# See through leopard gecko heads!!



## dickvansheepcake (Jul 8, 2009)

This may already be a well known thing, but nobody told me about it!
I have just in the past week bought my first 2 leopard geckos and have found out that you can see in one ear and straight through their head to the other side!
Just wondered how many other people have noticed this?
It has kept me and my Mum entertained for quite a while looking through gecko heads!:blush:

Thanks, Jenny!


----------



## volly (Mar 6, 2009)

ha ha haaaaaaaaaaaa

i never knew that

i'll wait until mine wake up later and have a go, lol


----------



## Cheese (Mar 7, 2009)

Lol wierd isnt it :lol2:. Yer we noticed ours too when we first got them.
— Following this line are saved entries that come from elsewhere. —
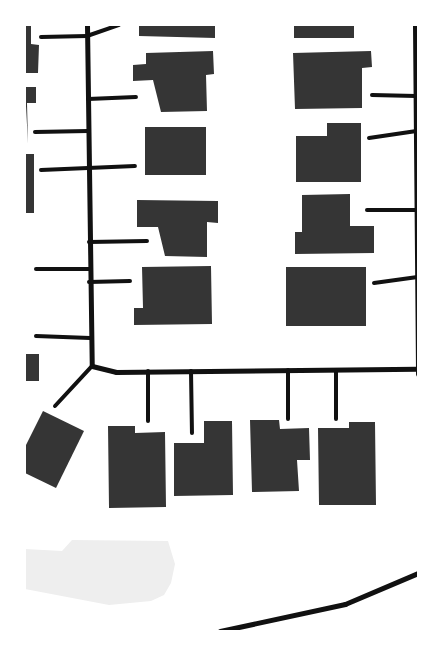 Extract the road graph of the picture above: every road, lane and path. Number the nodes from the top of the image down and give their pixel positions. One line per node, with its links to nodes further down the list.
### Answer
1 (87, 25): 4 (street)
2 (119, 25): 4 (lane)
3 (415, 25): 6 (street)
4 (87, 36): 5 (lane); 10 (street)
5 (41, 37)
6 (417, 37): 8 (street)
7 (372, 95): 8 (lane)
8 (416, 96): 12 (street)
9 (136, 97): 10 (lane)
10 (88, 99): 11 (street)
11 (88, 131): 13 (lane); 16 (street)
12 (417, 131): 14 (lane); 18 (street)
13 (35, 132)
14 (369, 138)
15 (135, 166): 16 (lane)
16 (88, 167): 17 (lane); 21 (street)
17 (41, 170)
18 (417, 170): 20 (street)
19 (367, 210): 20 (lane)
20 (416, 210): 25 (street)
21 (89, 242): 22 (lane); 24 (street)
22 (147, 242)
23 (36, 268): 24 (lane)
24 (89, 268): 27 (street)
25 (417, 277): 28 (lane); 29 (street)
26 (130, 281): 27 (lane)
27 (89, 282): 31 (street)
28 (374, 283)
29 (418, 335): 37 (street)
30 (36, 336): 31 (lane)
31 (90, 338): 32 (street)
32 (92, 366): 35 (street); 38 (lane)
33 (288, 370): 34 (street); 36 (street); 39 (lane)
34 (336, 370): 37 (street); 40 (lane)
35 (148, 371): 36 (street); 41 (lane)
36 (191, 371): 42 (lane)
37 (418, 372)
38 (55, 406)
39 (288, 419)
40 (336, 419)
41 (148, 421)
42 (192, 433)
43 (418, 573): 44 (street)
44 (220, 631) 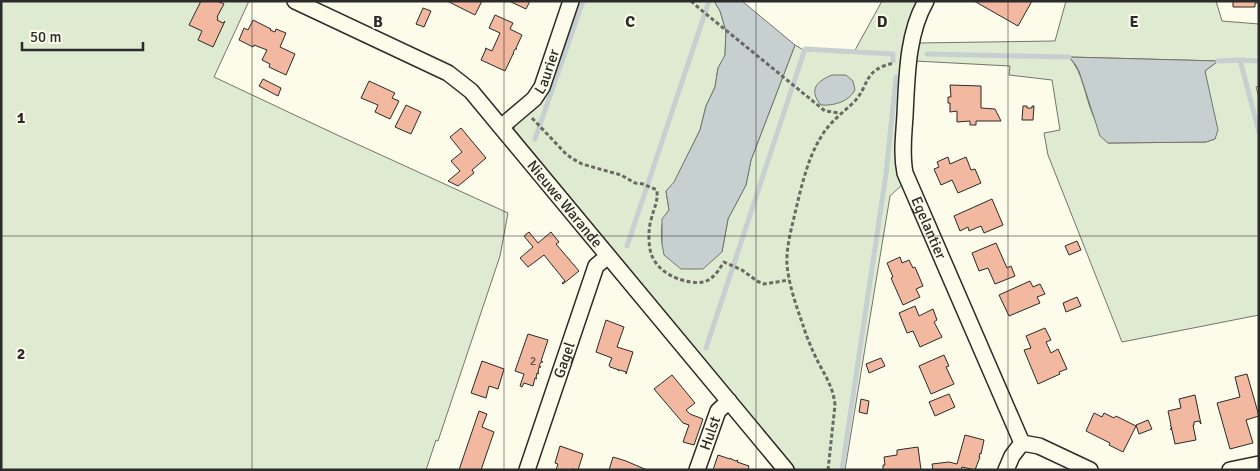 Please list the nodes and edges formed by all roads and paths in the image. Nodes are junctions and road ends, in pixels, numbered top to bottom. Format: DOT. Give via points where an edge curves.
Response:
graph roads {
  1 [pos="295,1"];
  2 [pos="571,1"];
  3 [pos="691,1"];
  4 [pos="926,1"];
  5 [pos="909,63"];
  6 [pos="840,113"];
  7 [pos="536,122"];
  8 [pos="501,127"];
  9 [pos="608,256"];
  10 [pos="790,280"];
  11 [pos="729,401"];
  12 [pos="1022,444"];
  13 [pos="1259,464"];
  14 [pos="527,470"];
  15 [pos="698,470"];
  16 [pos="786,470"];
  17 [pos="828,470"];
  18 [pos="1006,470"];
  19 [pos="1090,470"];
  20 [pos="1230,470"];
  1 -- 8 [label="street, Nieuwe Warande" via="448,73 471,91"];
  2 -- 8 [label="street, Laurier" via="542,87 534,99"];
  3 -- 6 [label="path" via="824,111"];
  4 -- 5 [label="street, Egelantier" via="919,14"];
  5 -- 6 [label="path" via="883,66 871,73 858,98"];
  5 -- 12 [label="street, Egelantier" via="902,161 905,172"];
  6 -- 10 [label="path" via="821,135 803,180 787,250"];
  7 -- 10 [label="path" via="566,154 582,164 621,175 656,190 658,200 650,221 649,239 652,257 664,272 682,281 701,284 715,277 724,262 764,284"];
  8 -- 9 [label="street, Nieuwe Warande"];
  9 -- 11 [label="street, Nieuwe Warande"];
  9 -- 14 [label="street, Gagel" via="596,266"];
  10 -- 17 [label="path" via="812,350 834,397"];
  11 -- 15 [label="street, Hulst" via="718,410"];
  11 -- 16 [label="street, Nieuwe Warande"];
  12 -- 18 [label="street"];
  12 -- 19 [label="street" via="1040,446"];
  13 -- 20 [label="street"];
}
They can also scrunch up there ears to close them...say if they get wet or touched. :2thumb:


----------



## dickvansheepcake (Jul 8, 2009)

ha ha wow! will look out for that one!:2thumb:


----------



## xautomaticflowersx (Sep 7, 2009)

Lol... it's definitely interesting. I remember when my leopard gecko was a baby and I held her up to the window to show my mum the 'ear thing'. It completely freaked her out... I think she even used the word 'disgusting'. She's not that easily shocked/disturbed so I rather enjoyed it! :lol2:


----------



## jennlovesfrogs (Jan 22, 2009)

hahaha, I noticed this when I first got my geckos too, it's a bit strange isn't it! lol.


----------



## Nicquita (Mar 14, 2009)

i noticed that. it amused me for quite a while. still surprises me occasionally = p


----------



## THEHANDOFOMEGA (Apr 16, 2009)

With a bit of string they make excellent christmas decorations. Seriously though I took my first one to a vets because I thought it cant be true.


----------